*Originally posted by David113*

**This is not a proof. How do you know that if the strips are not all parallel, and the sum of their widths is less than D, then their union (the area covered by at least one strip) can't cover a disc of diameter D?
**

This problem DOES have a nice proof...

The best way to lay the strips in an abstract world:

Assume two strips are not parallel, and thus they overlap.

Notice that the maximum area that any two strips of width a and b cover is when they are laid parallel and side by side with a diameter through (a+b)/2 (the centre of the "new" strip of width a+b.

Then the area of the circle that they cover is STRICTLY less than the maximum area of the circle that they cover (when they are not parallel).

Thus, parallel is obviously the best way to lay the first two strips.

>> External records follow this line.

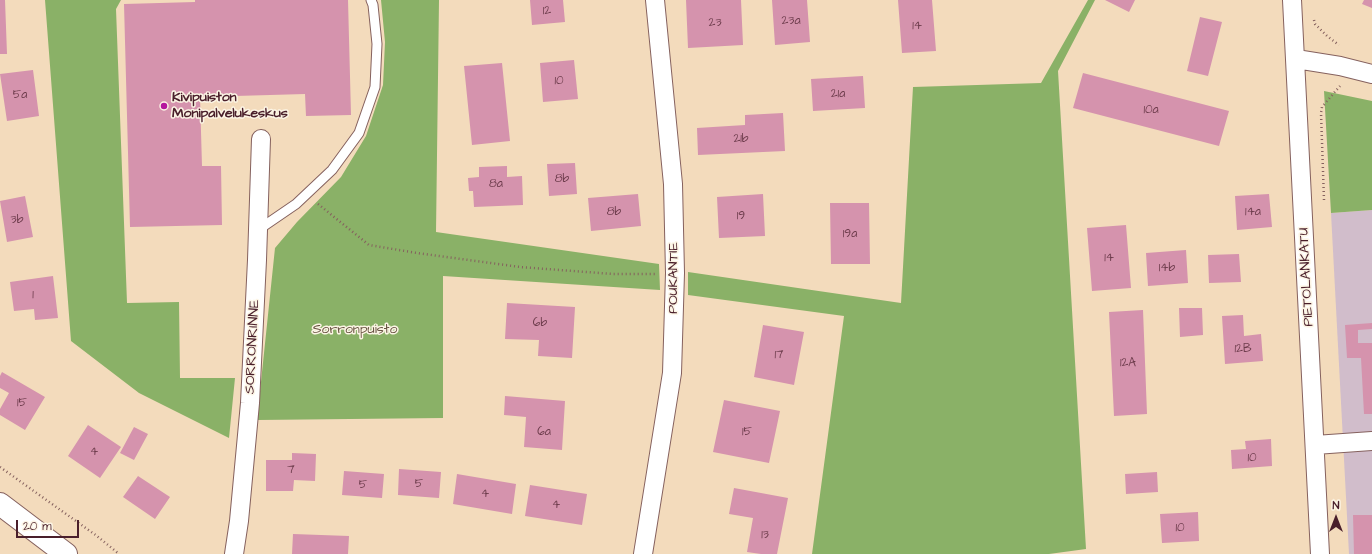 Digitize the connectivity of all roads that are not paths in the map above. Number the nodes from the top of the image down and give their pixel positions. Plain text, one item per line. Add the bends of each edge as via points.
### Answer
1 (371, 0) edge
2 (655, 0) edge
3 (1292, 0) edge
4 (1296, 59) junction
5 (1372, 74) edge
6 (261, 139) dead end
7 (258, 230) junction
8 (1372, 441) edge
9 (1315, 445) junction
10 (0, 504) edge
11 (66, 554) edge
12 (234, 554) edge
13 (643, 554) edge
14 (1320, 554) edge

1 - 7 lane via 377,44 375,87 359,132 332,170 296,204
2 - 13 street, POUKANTIE via 673,184 675,273 672,373
3 - 4 street, PIETOLANKATU
4 - 5 street
4 - 9 street, PIETOLANKATU
6 - 7 street, SORRONRINNE
7 - 12 street, SORRONRINNE via 250,403
8 - 9 street
9 - 14 street, PIETOLANKATU
10 - 11 street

So, create a strange almost ellipse like shape, but with pointed corners, by removing the part of the circle covered by placing the two strips of largest width in the best starting way then removing these strips and the part of the circle that they cover and amalgamating the two parts of the circle left.

Now, applying the same logic as before we can see that the best way too lay any two strips is through the centre as before and along the "wider" part of this ellipse-esq shape.

Apply until we have used all the strips.

What we have done has not changed the total width of the strips, we have just sort of displaced the way in which the width has been distributed. (Two strips of width a and b now each have with (a+b)/2 if they were two strips that we laid in the same "manouver", but (a+b)/2+(a+b)/2=a+b, and thus the total width of the strips we have lain is equal to the total width of the proper strips).

Now, the way we have lain these strips covers more area on the circle than any other method of laying the strips. However, it does not cover the circle as the total width is less than D.

Thus, it is impossible.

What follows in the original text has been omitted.